Private Equity and Venture Capital

Private equity is medium to long-term private equity finance provided in return for an equity stake in potentially high growth companies whereas Venture capital comes under that category of private equity which covers the capital investments made in new companies. Both Private equity and Venture capital are important components of finance and are arguably deemed as the backbone of the financial sector. 

Since businesses at the concept stage are nascent, Venture Capital investors take a detailed and disciplined approach to evaluate not only the viability of the business idea, but also the motivation and background of the entrepreneur. Venture capitalists seek bright ideas and intelligent entrepreneurs who they believe will see their idea through to success, in exchange for a proportion of equity which fits the risk of the investment and amount of capital required. In contrast, the money divulged in Private Equity usually highlights the involvement of capital investment in a long running firm or the takeover of an operating firm, which is either under private ownership or listed on a stock exchange. One must mark that capital-raising related to Private Equity is also made from institutional investors. The management in Private Equity possesses a huge amount of equity with the personal capital reserved for making investments. 

The term Private Equity is ambiguous and not easy to comprehend as it has a secondary meaning depending on the country, probably because of myriad styles and forms of private equity. A capital investment made in a firm that involves a boosted risk is generally termed as Venture Capital. However, the returns for the investment in Venture Capital are generally generous and above average levels. Such investments usually relate to a latest technology application, some newly launched products, or some private equity news about market oriented strategies that have not been acclaimed. Venture Capital revolves around capital raised for nudging a business in its nascent stages or probably in troubling waters. Venture capitalist and Venture Capital pool are two main terms associated to Venture Capital. The person making the capital investments is termed as a Venture Capitalist while the latter includes a conglomeration in which the capital investment is made using the money of some third investment party in institutions that involve a boosted level of risk for normal capital markets or bank loans. The investment criteria framed for a Venture Capitalist includes a takeover or a public offering, however, it should occur within a period of three to seven years. In case of an unsuccessful venture, the complete capital raised by the Venture Capitalist is vanished.

From the investor point of view, Private Equity is undeniably the best sector for investing. This poised sector assists one in making tested decisions based on robust strategies related to high level issues concerning the success of one’s own company. In addition, a company can witness its value to rise without the need of unnecessary involvement besides that of the Private Equity Company having in the routine business issues. Although, one will have access to only a few details of the company working, while it is managed under the safe heads of Private Equity, yet one can be assured to fetch a lot more than expected in the long run.

Benefits Posed by Private Equity and Venture Capital

The Private Equity and Venture Capital sector has shown a remarkable transformation in UK in the recent years. There is no doubt that a firm backed by strong capital accompanied with robust management skills will grow by leaps and bounds. Even investors investing in these sectors have witnessed their money to mark an unsurpassed growth compared to results fetched in any other sector.

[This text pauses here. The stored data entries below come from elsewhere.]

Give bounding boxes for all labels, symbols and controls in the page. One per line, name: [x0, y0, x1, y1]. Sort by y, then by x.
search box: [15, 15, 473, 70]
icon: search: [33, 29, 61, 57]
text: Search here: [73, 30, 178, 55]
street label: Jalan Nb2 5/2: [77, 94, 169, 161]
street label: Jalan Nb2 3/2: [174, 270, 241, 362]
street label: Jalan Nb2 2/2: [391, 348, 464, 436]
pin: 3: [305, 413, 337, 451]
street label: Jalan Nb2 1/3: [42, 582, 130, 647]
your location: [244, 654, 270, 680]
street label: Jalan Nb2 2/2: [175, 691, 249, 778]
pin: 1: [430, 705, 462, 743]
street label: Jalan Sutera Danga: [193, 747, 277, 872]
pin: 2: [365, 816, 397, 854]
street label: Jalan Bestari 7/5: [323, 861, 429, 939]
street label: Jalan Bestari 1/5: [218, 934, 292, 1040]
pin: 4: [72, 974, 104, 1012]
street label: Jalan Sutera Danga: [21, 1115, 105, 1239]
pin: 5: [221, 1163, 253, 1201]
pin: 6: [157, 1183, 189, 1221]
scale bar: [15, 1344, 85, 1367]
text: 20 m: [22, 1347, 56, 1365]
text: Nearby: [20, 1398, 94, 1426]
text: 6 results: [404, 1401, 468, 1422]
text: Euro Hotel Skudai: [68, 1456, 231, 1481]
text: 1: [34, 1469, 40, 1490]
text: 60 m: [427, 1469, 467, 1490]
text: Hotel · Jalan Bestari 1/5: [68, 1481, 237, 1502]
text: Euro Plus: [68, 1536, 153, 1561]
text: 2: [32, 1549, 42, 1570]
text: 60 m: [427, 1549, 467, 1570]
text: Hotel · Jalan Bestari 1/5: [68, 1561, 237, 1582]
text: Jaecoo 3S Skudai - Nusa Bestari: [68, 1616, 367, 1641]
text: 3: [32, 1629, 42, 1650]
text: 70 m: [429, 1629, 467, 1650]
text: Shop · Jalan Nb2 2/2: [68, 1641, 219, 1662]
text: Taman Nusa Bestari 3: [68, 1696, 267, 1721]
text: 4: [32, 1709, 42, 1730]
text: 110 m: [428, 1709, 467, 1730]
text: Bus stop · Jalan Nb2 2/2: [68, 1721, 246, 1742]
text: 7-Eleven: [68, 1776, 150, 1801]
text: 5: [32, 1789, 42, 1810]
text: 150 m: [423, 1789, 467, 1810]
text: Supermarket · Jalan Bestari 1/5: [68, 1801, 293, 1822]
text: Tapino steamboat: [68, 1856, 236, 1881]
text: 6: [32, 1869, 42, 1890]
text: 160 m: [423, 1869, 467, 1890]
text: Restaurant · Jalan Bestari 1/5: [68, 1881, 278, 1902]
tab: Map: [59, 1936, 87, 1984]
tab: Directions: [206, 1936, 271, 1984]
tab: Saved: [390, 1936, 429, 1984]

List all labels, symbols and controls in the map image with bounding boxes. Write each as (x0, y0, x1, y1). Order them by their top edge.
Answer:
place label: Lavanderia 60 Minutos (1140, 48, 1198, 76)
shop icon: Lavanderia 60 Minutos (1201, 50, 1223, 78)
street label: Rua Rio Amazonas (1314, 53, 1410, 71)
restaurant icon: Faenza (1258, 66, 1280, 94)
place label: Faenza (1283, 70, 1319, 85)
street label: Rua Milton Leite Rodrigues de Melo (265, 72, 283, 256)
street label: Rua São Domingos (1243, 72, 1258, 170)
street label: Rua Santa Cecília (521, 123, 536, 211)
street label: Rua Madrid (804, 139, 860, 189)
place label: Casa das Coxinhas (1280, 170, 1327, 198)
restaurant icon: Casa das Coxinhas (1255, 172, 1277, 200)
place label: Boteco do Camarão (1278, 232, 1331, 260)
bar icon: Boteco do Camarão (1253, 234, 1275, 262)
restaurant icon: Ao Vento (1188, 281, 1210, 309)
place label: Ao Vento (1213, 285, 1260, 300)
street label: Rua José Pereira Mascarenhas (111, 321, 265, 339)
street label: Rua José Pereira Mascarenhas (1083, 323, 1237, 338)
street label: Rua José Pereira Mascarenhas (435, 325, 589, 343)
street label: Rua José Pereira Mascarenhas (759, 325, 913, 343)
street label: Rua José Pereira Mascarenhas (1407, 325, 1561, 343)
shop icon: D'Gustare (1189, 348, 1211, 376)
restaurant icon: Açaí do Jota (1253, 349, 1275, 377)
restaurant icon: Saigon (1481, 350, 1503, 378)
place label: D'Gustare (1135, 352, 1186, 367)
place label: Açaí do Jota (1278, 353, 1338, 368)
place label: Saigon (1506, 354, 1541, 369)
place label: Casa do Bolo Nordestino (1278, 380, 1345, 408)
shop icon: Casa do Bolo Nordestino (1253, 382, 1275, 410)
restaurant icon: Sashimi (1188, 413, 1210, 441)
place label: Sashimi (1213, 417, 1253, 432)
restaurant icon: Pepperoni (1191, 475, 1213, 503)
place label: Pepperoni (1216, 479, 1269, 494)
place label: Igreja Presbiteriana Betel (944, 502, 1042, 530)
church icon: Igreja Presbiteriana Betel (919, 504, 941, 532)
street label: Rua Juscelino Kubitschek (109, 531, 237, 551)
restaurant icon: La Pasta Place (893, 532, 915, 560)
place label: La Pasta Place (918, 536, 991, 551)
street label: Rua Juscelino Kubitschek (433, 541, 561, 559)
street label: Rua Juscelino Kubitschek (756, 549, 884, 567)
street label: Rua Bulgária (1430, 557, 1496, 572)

Making capital investments in a Private Equity fund earns an array of benefits in comparison to the other investment fields available in the market. The advantages outlined are proven to be highly beneficial not only from the investor’s point of view, but also for the firms supported or acquired by the Private Equity.

  • As Private equity and Venture Capital firms have a hidden workout with no public transparency and are also not inhibited by any sort of transparency laws that ought to be abided by public companies and firms, their work experiences a sense of independence. Such a scenario permits Private Equity firms to introduce required overhaul in the acquired company without the burden of posting the quarterly results to the SEC or a concerned body.
  • The main highlight of the numerous benefits given by Private Equity and Venture capital is that they yield more efficiency in terms of the output, apart from robust profit and revenue figures. The main essence of their real game is the presence of robust strategies used by its skilled management. Their intervention can prove of a great benefit as it can prevent a company from landing in the troubling waters of financial crisis.
  • Besides, it can prove to be a priceless source of encouragement and motivation among the firm’s management towards working hard, as huge profits directly reflect on their pockets as well. It serves as a huge incentive for the company managers, despite of fact that carried interest is always castigated for fetching financial help from investors.
  • The ability to identify risk prone areas is the main hallmark of Private Equity firms hailing a team of trained and experienced members. A highly beneficial trait, while the firm undergoes critical and high level investments that usually involve a handful of sturdy and rigorous tasks to be performed.

Venture capital versus Private Equity

Venture capital is a sub categorized attribute of a big Private Equity which includes venture capital, LBO’s, MBO’s, MBI’s, bridge and mezzanine investments. The basic factor leading to the different working of the two is the risk element involved in the capital investment made by the investor. Private Equity firms usually facilitate secondary equity and mezzanine capital investments to firms that have been operating in the market from a long time unlike venture capital, in which investors extend an equity capital for emerging companies. Amidst soaring competition among investors in UK, both Venture Capital and Private Equity firms in the country have risen to widen their sphere in a bid to grab new opportunities.